If this result is the expected result of an origin_intrinsic_metadata, I think there is missing information.

113

here both entries have the same result but shouldn't

swh/indexer/tests/test_utils.py
41 ↗(On Diff #1704)

i'd like to see a test with one of the origins here.
But you might prefer to choose for your test a real url where there is in the root directory a package.json file
for example : https://github.com/librariesio/yarn-parser

swh/indexer/indexer.py
378

Previously next_step did not return anything (triggered a new delayed task - mimetype indexer towards orchestrator text, and that was all IIRC).

I think that changes in that diff (yes, take a look at the OriginHeadIndexer's implementation below).

To sum up, as usual, it's ok to adapt if it's needed.

vlorentz added inline comments.
sql/json/origin_metadata.translated_metadata.json
37 ↗(On Diff #1700)

Hmm?
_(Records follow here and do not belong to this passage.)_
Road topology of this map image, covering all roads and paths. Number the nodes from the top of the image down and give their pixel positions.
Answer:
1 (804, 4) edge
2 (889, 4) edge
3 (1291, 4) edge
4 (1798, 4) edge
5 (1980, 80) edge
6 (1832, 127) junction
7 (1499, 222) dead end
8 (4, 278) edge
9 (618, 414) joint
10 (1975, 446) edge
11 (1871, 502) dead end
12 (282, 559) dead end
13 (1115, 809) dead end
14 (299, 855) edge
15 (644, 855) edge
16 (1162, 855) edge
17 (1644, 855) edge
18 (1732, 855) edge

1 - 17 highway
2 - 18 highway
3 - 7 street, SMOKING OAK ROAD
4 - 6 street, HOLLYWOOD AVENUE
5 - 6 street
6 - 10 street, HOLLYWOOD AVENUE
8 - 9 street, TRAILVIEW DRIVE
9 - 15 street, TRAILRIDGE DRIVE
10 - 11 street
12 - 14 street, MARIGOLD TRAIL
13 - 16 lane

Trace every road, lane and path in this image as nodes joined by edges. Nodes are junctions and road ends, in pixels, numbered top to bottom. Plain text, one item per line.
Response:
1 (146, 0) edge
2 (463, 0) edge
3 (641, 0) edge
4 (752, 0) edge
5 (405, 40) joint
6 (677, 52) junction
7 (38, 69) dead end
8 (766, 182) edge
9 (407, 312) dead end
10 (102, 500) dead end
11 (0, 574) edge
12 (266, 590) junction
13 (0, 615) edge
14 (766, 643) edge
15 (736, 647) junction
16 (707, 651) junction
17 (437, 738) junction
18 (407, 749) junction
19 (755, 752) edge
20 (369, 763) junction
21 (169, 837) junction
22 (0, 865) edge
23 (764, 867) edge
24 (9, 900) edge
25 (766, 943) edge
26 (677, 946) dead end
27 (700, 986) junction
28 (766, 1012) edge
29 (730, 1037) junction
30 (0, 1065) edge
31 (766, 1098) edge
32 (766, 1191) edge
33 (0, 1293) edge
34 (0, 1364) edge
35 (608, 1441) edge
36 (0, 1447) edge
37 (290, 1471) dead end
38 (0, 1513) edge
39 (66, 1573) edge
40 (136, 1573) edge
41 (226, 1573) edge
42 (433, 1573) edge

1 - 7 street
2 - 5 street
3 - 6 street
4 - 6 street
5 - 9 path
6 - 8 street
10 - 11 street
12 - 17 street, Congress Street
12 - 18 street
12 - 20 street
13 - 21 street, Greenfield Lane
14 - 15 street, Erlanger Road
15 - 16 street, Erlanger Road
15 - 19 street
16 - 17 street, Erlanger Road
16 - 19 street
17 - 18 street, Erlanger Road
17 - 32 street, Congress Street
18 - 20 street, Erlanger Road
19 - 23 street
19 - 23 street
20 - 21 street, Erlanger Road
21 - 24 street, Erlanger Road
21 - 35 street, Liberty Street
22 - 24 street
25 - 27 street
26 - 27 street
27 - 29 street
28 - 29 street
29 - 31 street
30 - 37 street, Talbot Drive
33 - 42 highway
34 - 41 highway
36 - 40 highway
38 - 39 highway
I did remove it

sql/swh-indexes.sql
36 ↗(On Diff #1700)

Now the question is about the PKEY, is it only the origin_id or not?

Yes, it is.

Do we want to keep different origin_intrinsic_metadata for different revisions/tools?

We decided we wouldn't

sql/swh-schema.sql
129 ↗(On Diff #1704)

you should delete all translation mentions

Already done

swh/indexer/metadata.py
280

the ids in this current run method are revision_ids

They are not revision ids, they are the metadata itself. That's because they come from a previous Celery task, and Celery forces it to be a first argument... :/

more human comments about this would be nice :-)

Sure, will do

swh/indexer/tests/test_utils.py
41 ↗(On Diff #1704)

i'd like to see a test with one of the origins here.

What do you mean?

sql/json/origin_metadata.translated_metadata.json
37 ↗(On Diff #1700)

cool, lag between your new commit and my submition

swh/indexer/tests/test_utils.py
41 ↗(On Diff #1704)

here you have a list of origins in the MockStorage for tests.
I wasn't sure you used on of them for the OriginMetadataIndexer.
But now I see that you have.

I proposed also a real life origin url that should result with metadata with the entire pipeline.

vlorentz marked an inline comment as done.

Abandoning in favor of D557 and D558. This Diff was getting too big and was full of bugs.